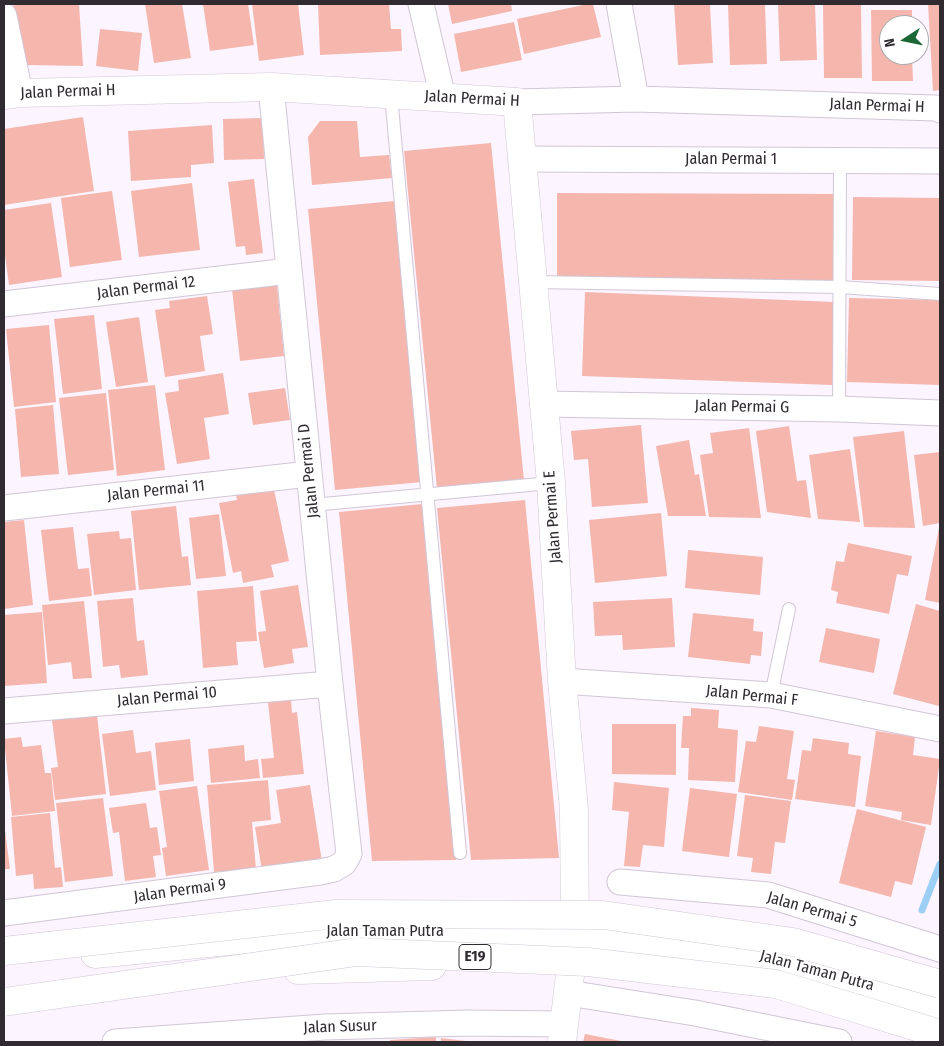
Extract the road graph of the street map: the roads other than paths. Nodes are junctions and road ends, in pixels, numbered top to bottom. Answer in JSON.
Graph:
{"nodes":[{"id":1,"x":421,"y":4,"type":"edge"},
{"id":2,"x":619,"y":4,"type":"edge"},
{"id":3,"x":4,"y":16,"type":"edge"},
{"id":4,"x":271,"y":87,"type":"junction"},
{"id":5,"x":12,"y":94,"type":"edge"},
{"id":6,"x":391,"y":95,"type":"junction"},
{"id":7,"x":443,"y":98,"type":"junction"},
{"id":8,"x":636,"y":99,"type":"junction"},
{"id":9,"x":517,"y":102,"type":"junction"},
{"id":10,"x":940,"y":110,"type":"edge"},
{"id":11,"x":522,"y":158,"type":"junction"},
{"id":12,"x":840,"y":160,"type":"junction"},
{"id":13,"x":940,"y":161,"type":"edge"},
{"id":14,"x":289,"y":271,"type":"junction"},
{"id":15,"x":533,"y":282,"type":"junction"},
{"id":16,"x":840,"y":287,"type":"junction"},
{"id":17,"x":940,"y":294,"type":"edge"},
{"id":18,"x":4,"y":304,"type":"edge"},
{"id":19,"x":543,"y":404,"type":"junction"},
{"id":20,"x":839,"y":409,"type":"junction"},
{"id":21,"x":940,"y":413,"type":"edge"},
{"id":22,"x":309,"y":474,"type":"junction"},
{"id":23,"x":551,"y":483,"type":"junction"},
{"id":24,"x":427,"y":494,"type":"junction"},
{"id":25,"x":312,"y":505,"type":"junction"},
{"id":26,"x":4,"y":508,"type":"edge"},
{"id":27,"x":789,"y":609,"type":"dead end"},
{"id":28,"x":562,"y":681,"type":"junction"},
{"id":29,"x":330,"y":684,"type":"junction"},
{"id":30,"x":771,"y":695,"type":"junction"},
{"id":31,"x":4,"y":711,"type":"edge"},
{"id":32,"x":940,"y":729,"type":"edge"},
{"id":33,"x":460,"y":853,"type":"dead end"},
{"id":34,"x":350,"y":854,"type":"joint"},
{"id":35,"x":620,"y":882,"type":"dead end"},
{"id":36,"x":4,"y":913,"type":"edge"},
{"id":37,"x":575,"y":933,"type":"junction"},
{"id":38,"x":939,"y":944,"type":"edge"},
{"id":39,"x":4,"y":951,"type":"edge"},
{"id":40,"x":572,"y":962,"type":"junction"},
{"id":41,"x":4,"y":963,"type":"edge"},
{"id":42,"x":940,"y":984,"type":"edge"},
{"id":43,"x":568,"y":993,"type":"junction"},
{"id":44,"x":4,"y":1001,"type":"edge"},
{"id":45,"x":940,"y":1005,"type":"edge"},
{"id":46,"x":563,"y":1033,"type":"edge"},
{"id":47,"x":940,"y":1034,"type":"edge"},
{"id":48,"x":824,"y":1040,"type":"edge"},
{"id":49,"x":115,"y":1042,"type":"edge"}],
"edges":[{"from":1,"to":7,"type":"street"},
{"from":2,"to":8,"type":"street"},
{"from":3,"to":5,"type":"street"},
{"from":4,"to":5,"type":"main road","name":"Jalan Permai H"},
{"from":4,"to":6,"type":"main road","name":"Jalan Permai H"},
{"from":4,"to":14,"type":"street","name":"Jalan Permai D"},
{"from":6,"to":7,"type":"main road","name":"Jalan Permai H"},
{"from":6,"to":24,"type":"lane"},
{"from":7,"to":9,"type":"main road","name":"Jalan Permai H"},
{"from":8,"to":9,"type":"street","name":"Jalan Permai H"},
{"from":8,"to":10,"type":"street","name":"Jalan Permai H"},
{"from":9,"to":11,"type":"main road","name":"Jalan Permai E"},
{"from":11,"to":12,"type":"street","name":"Jalan Permai 1"},
{"from":11,"to":15,"type":"main road","name":"Jalan Permai E"},
{"from":12,"to":13,"type":"street","name":"Jalan Permai 1"},
{"from":12,"to":16,"type":"lane"},
{"from":14,"to":18,"type":"street","name":"Jalan Permai 12"},
{"from":14,"to":22,"type":"street","name":"Jalan Permai D"},
{"from":15,"to":16,"type":"lane"},
{"from":15,"to":19,"type":"main road","name":"Jalan Permai E"},
{"from":16,"to":17,"type":"lane"},
{"from":16,"to":20,"type":"lane"},
{"from":19,"to":20,"type":"street","name":"Jalan Permai G"},
{"from":19,"to":23,"type":"main road","name":"Jalan Permai E"},
{"from":20,"to":21,"type":"street","name":"Jalan Permai G"},
{"from":22,"to":25,"type":"street","name":"Jalan Permai D"},
{"from":22,"to":26,"type":"street","name":"Jalan Permai 11"},
{"from":23,"to":24,"type":"lane"},
{"from":23,"to":28,"type":"main road","name":"Jalan Permai E"},
{"from":24,"to":25,"type":"lane"},
{"from":24,"to":33,"type":"lane"},
{"from":25,"to":29,"type":"street","name":"Jalan Permai D"},
{"from":27,"to":30,"type":"lane"},
{"from":28,"to":30,"type":"street","name":"Jalan Permai F"},
{"from":28,"to":37,"type":"main road","name":"Jalan Permai E"},
{"from":29,"to":31,"type":"street","name":"Jalan Permai 10"},
{"from":29,"to":34,"type":"street","name":"Jalan Permai D"},
{"from":30,"to":32,"type":"street","name":"Jalan Permai F"},
{"from":34,"to":36,"type":"street","name":"Jalan Permai 9"},
{"from":35,"to":38,"type":"street","name":"Jalan Permai 5"},
{"from":37,"to":40,"type":"main road","name":"Jalan Permai E"},
{"from":37,"to":41,"type":"main road","name":"Jalan Taman Putra"},
{"from":37,"to":45,"type":"main road","name":"Jalan Taman Putra"},
{"from":39,"to":42,"type":"main road","bridge":true},
{"from":40,"to":43,"type":"main road","name":"Jalan Permai E"},
{"from":40,"to":44,"type":"main road","name":"Jalan Taman Putra"},
{"from":40,"to":47,"type":"main road","name":"Jalan Taman Putra"},
{"from":43,"to":46,"type":"main road","name":"Jalan Permai E"},
{"from":43,"to":48,"type":"street"},
{"from":44,"to":47,"type":"main road","number":"E19","bridge":true},
{"from":46,"to":49,"type":"street","name":"Jalan Susur"}]}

=-=-=

EXERCISE PROMPT:
All entries above are to be reproduced exactly, with no pictures.

SOLUTION TO THE EXERCISE:
Extract the road graph of the street map: the roads other than paths. Nodes are junctions and road ends, in pixels, numbered top to bottom. Answer in JSON.
Graph:
{"nodes":[{"id":1,"x":421,"y":4,"type":"edge"},
{"id":2,"x":619,"y":4,"type":"edge"},
{"id":3,"x":4,"y":16,"type":"edge"},
{"id":4,"x":271,"y":87,"type":"junction"},
{"id":5,"x":12,"y":94,"type":"edge"},
{"id":6,"x":391,"y":95,"type":"junction"},
{"id":7,"x":443,"y":98,"type":"junction"},
{"id":8,"x":636,"y":99,"type":"junction"},
{"id":9,"x":517,"y":102,"type":"junction"},
{"id":10,"x":940,"y":110,"type":"edge"},
{"id":11,"x":522,"y":158,"type":"junction"},
{"id":12,"x":840,"y":160,"type":"junction"},
{"id":13,"x":940,"y":161,"type":"edge"},
{"id":14,"x":289,"y":271,"type":"junction"},
{"id":15,"x":533,"y":282,"type":"junction"},
{"id":16,"x":840,"y":287,"type":"junction"},
{"id":17,"x":940,"y":294,"type":"edge"},
{"id":18,"x":4,"y":304,"type":"edge"},
{"id":19,"x":543,"y":404,"type":"junction"},
{"id":20,"x":839,"y":409,"type":"junction"},
{"id":21,"x":940,"y":413,"type":"edge"},
{"id":22,"x":309,"y":474,"type":"junction"},
{"id":23,"x":551,"y":483,"type":"junction"},
{"id":24,"x":427,"y":494,"type":"junction"},
{"id":25,"x":312,"y":505,"type":"junction"},
{"id":26,"x":4,"y":508,"type":"edge"},
{"id":27,"x":789,"y":609,"type":"dead end"},
{"id":28,"x":562,"y":681,"type":"junction"},
{"id":29,"x":330,"y":684,"type":"junction"},
{"id":30,"x":771,"y":695,"type":"junction"},
{"id":31,"x":4,"y":711,"type":"edge"},
{"id":32,"x":940,"y":729,"type":"edge"},
{"id":33,"x":460,"y":853,"type":"dead end"},
{"id":34,"x":350,"y":854,"type":"joint"},
{"id":35,"x":620,"y":882,"type":"dead end"},
{"id":36,"x":4,"y":913,"type":"edge"},
{"id":37,"x":575,"y":933,"type":"junction"},
{"id":38,"x":939,"y":944,"type":"edge"},
{"id":39,"x":4,"y":951,"type":"edge"},
{"id":40,"x":572,"y":962,"type":"junction"},
{"id":41,"x":4,"y":963,"type":"edge"},
{"id":42,"x":940,"y":984,"type":"edge"},
{"id":43,"x":568,"y":993,"type":"junction"},
{"id":44,"x":4,"y":1001,"type":"edge"},
{"id":45,"x":940,"y":1005,"type":"edge"},
{"id":46,"x":563,"y":1033,"type":"edge"},
{"id":47,"x":940,"y":1034,"type":"edge"},
{"id":48,"x":824,"y":1040,"type":"edge"},
{"id":49,"x":115,"y":1042,"type":"edge"}],
"edges":[{"from":1,"to":7,"type":"street"},
{"from":2,"to":8,"type":"street"},
{"from":3,"to":5,"type":"street"},
{"from":4,"to":5,"type":"main road","name":"Jalan Permai H"},
{"from":4,"to":6,"type":"main road","name":"Jalan Permai H"},
{"from":4,"to":14,"type":"street","name":"Jalan Permai D"},
{"from":6,"to":7,"type":"main road","name":"Jalan Permai H"},
{"from":6,"to":24,"type":"lane"},
{"from":7,"to":9,"type":"main road","name":"Jalan Permai H"},
{"from":8,"to":9,"type":"street","name":"Jalan Permai H"},
{"from":8,"to":10,"type":"street","name":"Jalan Permai H"},
{"from":9,"to":11,"type":"main road","name":"Jalan Permai E"},
{"from":11,"to":12,"type":"street","name":"Jalan Permai 1"},
{"from":11,"to":15,"type":"main road","name":"Jalan Permai E"},
{"from":12,"to":13,"type":"street","name":"Jalan Permai 1"},
{"from":12,"to":16,"type":"lane"},
{"from":14,"to":18,"type":"street","name":"Jalan Permai 12"},
{"from":14,"to":22,"type":"street","name":"Jalan Permai D"},
{"from":15,"to":16,"type":"lane"},
{"from":15,"to":19,"type":"main road","name":"Jalan Permai E"},
{"from":16,"to":17,"type":"lane"},
{"from":16,"to":20,"type":"lane"},
{"from":19,"to":20,"type":"street","name":"Jalan Permai G"},
{"from":19,"to":23,"type":"main road","name":"Jalan Permai E"},
{"from":20,"to":21,"type":"street","name":"Jalan Permai G"},
{"from":22,"to":25,"type":"street","name":"Jalan Permai D"},
{"from":22,"to":26,"type":"street","name":"Jalan Permai 11"},
{"from":23,"to":24,"type":"lane"},
{"from":23,"to":28,"type":"main road","name":"Jalan Permai E"},
{"from":24,"to":25,"type":"lane"},
{"from":24,"to":33,"type":"lane"},
{"from":25,"to":29,"type":"street","name":"Jalan Permai D"},
{"from":27,"to":30,"type":"lane"},
{"from":28,"to":30,"type":"street","name":"Jalan Permai F"},
{"from":28,"to":37,"type":"main road","name":"Jalan Permai E"},
{"from":29,"to":31,"type":"street","name":"Jalan Permai 10"},
{"from":29,"to":34,"type":"street","name":"Jalan Permai D"},
{"from":30,"to":32,"type":"street","name":"Jalan Permai F"},
{"from":34,"to":36,"type":"street","name":"Jalan Permai 9"},
{"from":35,"to":38,"type":"street","name":"Jalan Permai 5"},
{"from":37,"to":40,"type":"main road","name":"Jalan Permai E"},
{"from":37,"to":41,"type":"main road","name":"Jalan Taman Putra"},
{"from":37,"to":45,"type":"main road","name":"Jalan Taman Putra"},
{"from":39,"to":42,"type":"main road","bridge":true},
{"from":40,"to":43,"type":"main road","name":"Jalan Permai E"},
{"from":40,"to":44,"type":"main road","name":"Jalan Taman Putra"},
{"from":40,"to":47,"type":"main road","name":"Jalan Taman Putra"},
{"from":43,"to":46,"type":"main road","name":"Jalan Permai E"},
{"from":43,"to":48,"type":"street"},
{"from":44,"to":47,"type":"main road","number":"E19","bridge":true},
{"from":46,"to":49,"type":"street","name":"Jalan Susur"}]}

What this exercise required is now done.